Ordené a dos esclavas que lavaran el cuerpo de Le-da ben Zacarías y
luego gocé de él todo lo que pude.
Ella cerraba los ojos apretando los labios. Separaba los brazos como si
yo fuera a crucificarla.
A ratos pensaba que la estaba atormentando.
Entonces me levantaba, iba y venía por mi tienda o, cuando fuimos a
Cesarea de Filipo, a Antioquía, o a Berite, por la habitación del palacio
donde me alojaba.
Leda permanecía tumbada, desnuda, inmóvil, con las manos rozando el
suelo a ambos lados de la cama.
Me acercaba. La agarraba por los hombros, la sacudía.
Lo que más me irritaba era su silencio, sus ojos cerrados, la pasividad
con que padecía mis caricias, mis mordeduras.
Parecía muerta, y yo jamás conseguía saciarme de ella.
Intenté hacerla sufrir para que se sobresaltara, se ofuscara, gritara.
Pero por mucho que mis dientes dejaran marcas en el interior de sus
muslos, y que la sangre llegara a brotar, parecía insensible.
Le echaba en cara que si no la hubiese elegido, en este momento estaría,
caso de seguir con vida, en manos de los soldados, o en la arena de un
anfiteatro, o caminando, encadenada junto con otros jóvenes cautivos,
hacia Egipto para, si su dios la protegía, convertirse en esclava
doméstica.

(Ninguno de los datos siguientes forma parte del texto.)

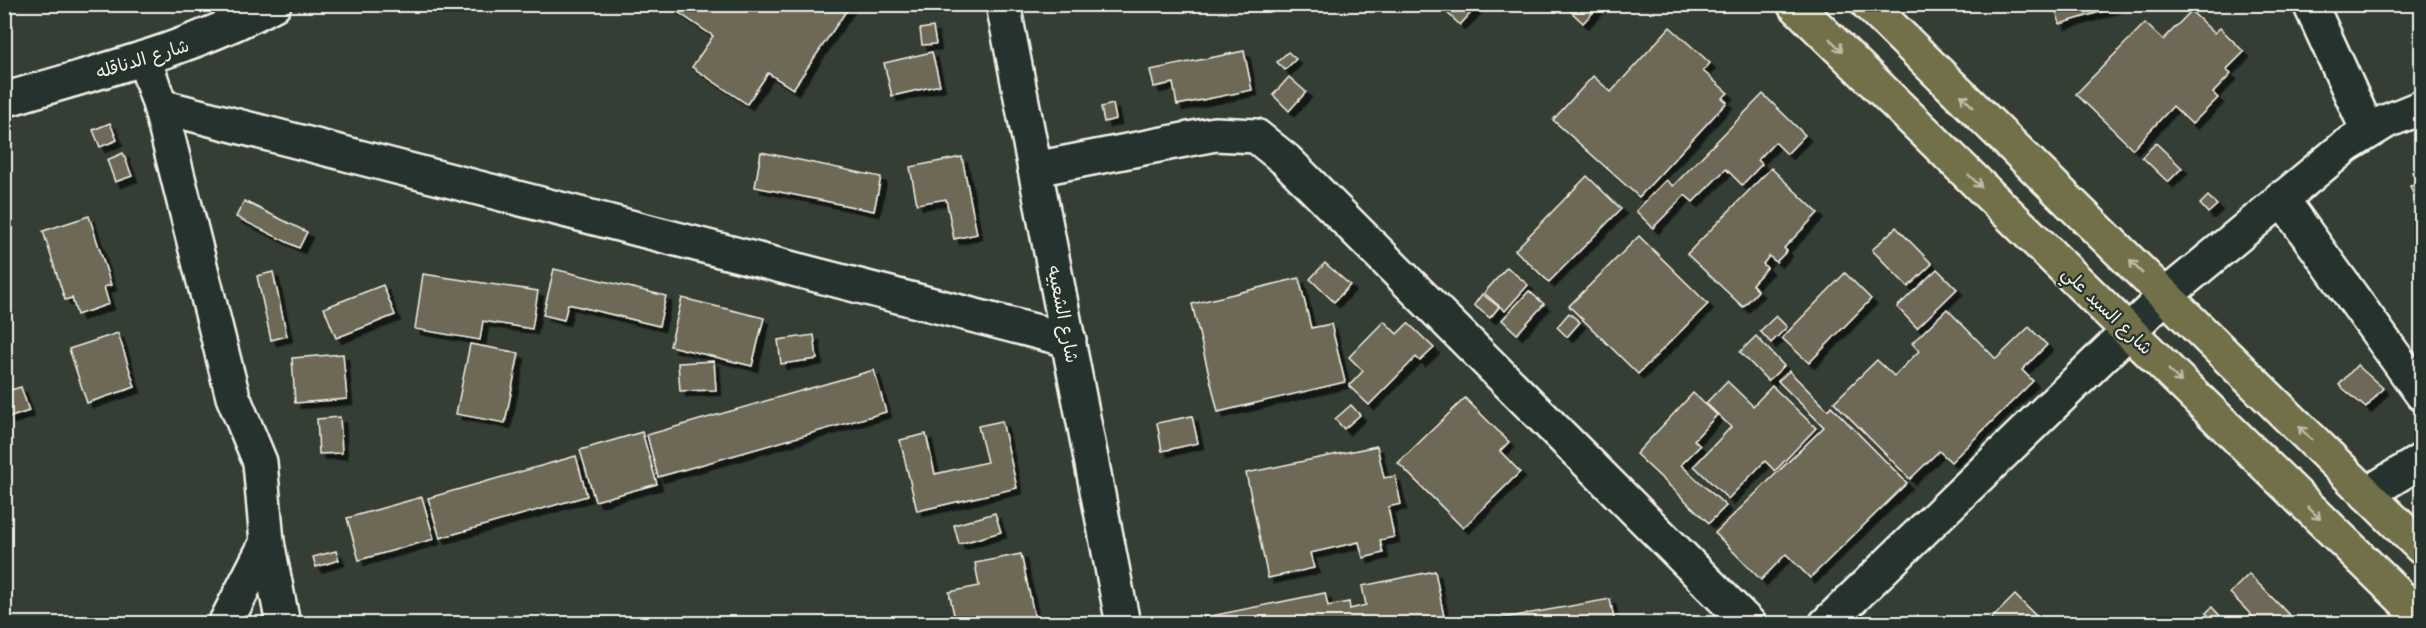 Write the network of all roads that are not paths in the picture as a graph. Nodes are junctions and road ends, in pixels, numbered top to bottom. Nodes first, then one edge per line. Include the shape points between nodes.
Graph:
1 (274, 4) edge
2 (1002, 4) edge
3 (1794, 4) edge
4 (1868, 4) edge
5 (2310, 4) edge
6 (144, 58) junction
7 (4, 100) edge
8 (160, 106) junction
9 (2421, 108) edge
10 (2368, 131) junction
11 (1035, 169) junction
12 (2281, 198) junction
13 (2165, 296) junction
14 (2130, 332) junction
15 (1069, 340) junction
16 (2421, 394) edge
17 (2421, 460) edge
18 (2367, 494) junction
19 (267, 542) junction
20 (2421, 548) edge
21 (2421, 618) edge
22 (225, 624) edge
23 (283, 624) edge
24 (1123, 624) edge
25 (1749, 624) edge
26 (1826, 624) edge

1 - 6 street, شارع الدناقله via 237,25
2 - 11 street, شارع الشعبيه
3 -> 14 main road, شارع السيد علي
13 -> 4 main road
5 - 10 street
6 - 7 street, شارع الدناقله
6 - 8 street
8 - 15 street
8 - 19 street via 233,396 260,462
9 - 10 street
10 - 12 street
11 - 15 street, شارع الشعبيه
11 - 25 street via 1215,134 1256,136 1286,160
12 - 13 street
12 - 16 street
13 - 14 street
18 -> 13 main road
14 -> 21 main road, شارع السيد علي
14 - 26 street
15 - 24 street, شارع الشعبيه
17 - 18 street
18 - 20 main road
19 - 22 street
19 - 23 street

Y si a ese mismo dios le diera por ignorarla o castigarla, la
entregaría a los soldados para que jugasen con ella antes de entregarla
a los perros. A menos que la destinaran a trabajos forzados en el delta,
junto con los jóvenes más fuertes.
De todo eso la había librado yo, a quien no miraba, no hablaba, yo, a
quien sólo entregaba un cuerpo inerte.
Me negaba a atarla de pies y manos cuando me ausentaba de la tienda.